Since the signing of the Ottawa (mine ban) Treaty, great progress has been made in humanitarian de-mining. However, many influential countries are still not signatories, and mines continue to be used by some states and non-state armed groups. In addition, many countries are infested from conflicts that ended decades ago. In nearly all mined areas, the mines are mixed with ubiquitous battlefield debris or “clutter,” and many mines are intentionally minimum-metal to avoid detection.

Our international research group (The RASCAN Group from Russia, UK, Italy, Japan, and USA) has been developing holographic radar as a tool to address the problem of distinguishing buried minimum-metal landmines from clutter in arid environments. The system produces high-resolution, two-dimensional images of the subsurface, which are suitable for both human interpretation and computer analysis (using scanned receptive fields for object location, and trained neural networks for object identification). In recent experiments, minimally trained humans identified mines with 90% success and a false alarm rate of 0.74 per correct identification. For the computer analysis, mine detection success was 100%, with zero false alarms, and the test clutter objects were identified with around 75% success rate.
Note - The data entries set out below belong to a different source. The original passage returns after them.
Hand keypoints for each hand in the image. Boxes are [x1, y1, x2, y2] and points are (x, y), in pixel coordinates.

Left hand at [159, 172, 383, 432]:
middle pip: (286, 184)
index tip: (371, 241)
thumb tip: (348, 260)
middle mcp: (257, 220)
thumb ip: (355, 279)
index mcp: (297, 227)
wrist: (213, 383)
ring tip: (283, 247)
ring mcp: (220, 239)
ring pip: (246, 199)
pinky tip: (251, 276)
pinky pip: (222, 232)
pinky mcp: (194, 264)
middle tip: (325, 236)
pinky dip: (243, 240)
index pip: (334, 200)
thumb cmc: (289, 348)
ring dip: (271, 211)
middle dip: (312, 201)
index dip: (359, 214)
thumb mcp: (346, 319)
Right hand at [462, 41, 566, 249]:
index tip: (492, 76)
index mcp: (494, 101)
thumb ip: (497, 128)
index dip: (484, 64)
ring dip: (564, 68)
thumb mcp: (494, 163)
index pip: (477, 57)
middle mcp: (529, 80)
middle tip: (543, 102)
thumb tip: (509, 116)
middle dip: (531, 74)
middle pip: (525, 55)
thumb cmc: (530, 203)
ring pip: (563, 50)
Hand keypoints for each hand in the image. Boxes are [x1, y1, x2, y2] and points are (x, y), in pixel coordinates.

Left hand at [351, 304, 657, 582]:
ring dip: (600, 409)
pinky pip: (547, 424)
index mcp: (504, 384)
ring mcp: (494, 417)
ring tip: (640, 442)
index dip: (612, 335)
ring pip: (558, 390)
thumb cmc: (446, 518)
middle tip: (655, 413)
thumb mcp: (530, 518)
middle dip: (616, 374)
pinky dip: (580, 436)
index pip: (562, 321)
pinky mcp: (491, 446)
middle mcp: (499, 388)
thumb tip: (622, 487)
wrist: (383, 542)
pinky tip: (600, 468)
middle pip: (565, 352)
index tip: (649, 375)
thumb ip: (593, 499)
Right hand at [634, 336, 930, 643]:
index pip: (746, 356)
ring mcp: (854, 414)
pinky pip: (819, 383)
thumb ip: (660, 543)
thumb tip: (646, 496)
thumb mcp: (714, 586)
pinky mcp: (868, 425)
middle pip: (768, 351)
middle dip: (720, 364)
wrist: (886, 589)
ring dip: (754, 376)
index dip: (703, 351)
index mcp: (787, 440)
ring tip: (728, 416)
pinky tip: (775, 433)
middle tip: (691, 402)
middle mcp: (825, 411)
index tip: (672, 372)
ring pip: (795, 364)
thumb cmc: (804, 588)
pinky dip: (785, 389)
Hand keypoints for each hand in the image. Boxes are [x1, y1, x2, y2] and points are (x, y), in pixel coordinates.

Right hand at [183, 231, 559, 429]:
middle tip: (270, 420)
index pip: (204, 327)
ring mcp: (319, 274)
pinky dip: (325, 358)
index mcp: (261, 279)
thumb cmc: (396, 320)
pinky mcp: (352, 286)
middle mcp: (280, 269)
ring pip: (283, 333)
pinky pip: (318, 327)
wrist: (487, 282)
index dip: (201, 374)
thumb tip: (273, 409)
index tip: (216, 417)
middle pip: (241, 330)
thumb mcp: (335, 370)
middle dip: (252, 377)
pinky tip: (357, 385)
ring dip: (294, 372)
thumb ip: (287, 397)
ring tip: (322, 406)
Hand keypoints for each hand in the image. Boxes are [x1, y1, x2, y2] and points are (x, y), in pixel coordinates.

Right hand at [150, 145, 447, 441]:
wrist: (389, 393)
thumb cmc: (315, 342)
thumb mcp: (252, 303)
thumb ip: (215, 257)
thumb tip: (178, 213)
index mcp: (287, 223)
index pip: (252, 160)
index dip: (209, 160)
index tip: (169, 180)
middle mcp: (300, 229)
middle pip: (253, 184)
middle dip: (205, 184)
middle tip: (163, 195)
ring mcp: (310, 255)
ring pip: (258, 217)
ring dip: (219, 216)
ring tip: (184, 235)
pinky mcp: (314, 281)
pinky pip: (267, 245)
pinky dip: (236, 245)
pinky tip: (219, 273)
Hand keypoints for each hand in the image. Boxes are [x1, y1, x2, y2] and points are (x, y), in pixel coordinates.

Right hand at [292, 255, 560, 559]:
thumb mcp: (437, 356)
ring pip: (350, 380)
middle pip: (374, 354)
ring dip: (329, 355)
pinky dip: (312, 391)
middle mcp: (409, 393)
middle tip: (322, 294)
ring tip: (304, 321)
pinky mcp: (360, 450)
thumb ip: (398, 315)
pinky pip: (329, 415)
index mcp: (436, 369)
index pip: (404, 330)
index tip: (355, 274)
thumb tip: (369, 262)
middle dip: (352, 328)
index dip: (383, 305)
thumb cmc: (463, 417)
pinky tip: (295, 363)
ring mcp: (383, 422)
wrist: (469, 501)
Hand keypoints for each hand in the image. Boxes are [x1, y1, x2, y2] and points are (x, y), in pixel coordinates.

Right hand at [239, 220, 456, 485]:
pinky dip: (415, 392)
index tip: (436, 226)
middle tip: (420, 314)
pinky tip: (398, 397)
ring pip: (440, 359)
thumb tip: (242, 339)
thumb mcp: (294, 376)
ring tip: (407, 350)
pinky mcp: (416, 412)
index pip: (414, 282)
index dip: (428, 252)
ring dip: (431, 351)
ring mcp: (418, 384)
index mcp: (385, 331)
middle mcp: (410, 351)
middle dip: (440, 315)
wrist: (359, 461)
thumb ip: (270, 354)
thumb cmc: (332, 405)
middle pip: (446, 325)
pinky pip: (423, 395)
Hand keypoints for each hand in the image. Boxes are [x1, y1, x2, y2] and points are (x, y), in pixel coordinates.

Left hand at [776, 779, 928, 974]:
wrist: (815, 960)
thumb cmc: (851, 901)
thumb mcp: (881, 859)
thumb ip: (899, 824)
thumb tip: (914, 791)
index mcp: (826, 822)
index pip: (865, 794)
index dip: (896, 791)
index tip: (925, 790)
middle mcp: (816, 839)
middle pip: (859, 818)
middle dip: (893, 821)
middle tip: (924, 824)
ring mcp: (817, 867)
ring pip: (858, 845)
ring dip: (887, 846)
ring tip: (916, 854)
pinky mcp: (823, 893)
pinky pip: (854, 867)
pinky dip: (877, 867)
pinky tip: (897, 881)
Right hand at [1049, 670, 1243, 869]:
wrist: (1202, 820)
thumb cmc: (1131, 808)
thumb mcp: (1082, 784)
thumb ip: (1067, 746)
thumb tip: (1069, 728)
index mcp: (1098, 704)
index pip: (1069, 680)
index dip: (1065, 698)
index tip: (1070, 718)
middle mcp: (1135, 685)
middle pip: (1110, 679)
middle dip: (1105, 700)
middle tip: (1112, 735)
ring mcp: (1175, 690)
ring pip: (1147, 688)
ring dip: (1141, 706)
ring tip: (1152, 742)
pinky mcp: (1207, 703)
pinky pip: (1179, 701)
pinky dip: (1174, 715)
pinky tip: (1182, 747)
Although this is spectacular success, the holographic radar method is severely limited by wet soils of the type that are common in countries with the worst mine infestations (e.g. Cambodia). Luckily, a student familiar with the RASCAN Group, and possessing a background in both physics and music, conceived and developed a prototype seismo-acoustic device that functions well in wet soils. The seismo-acoustic method uses a remote seismic vibrator to induce
resonance in compliant objects (such as plastic mines), and a system of noise-canceling microphones to detect the weak but characteristic acoustic field above a resonating mine.

The variations in soil mineralogy, compaction, moisture content, moisture chemistry, and surface roughness across the world’s minefields probably preclude development of a single universally effective device. We hope to add holographic radar and seismo-acoustics to the de-miner’s toolkit, making the process potentially safer and cheaper.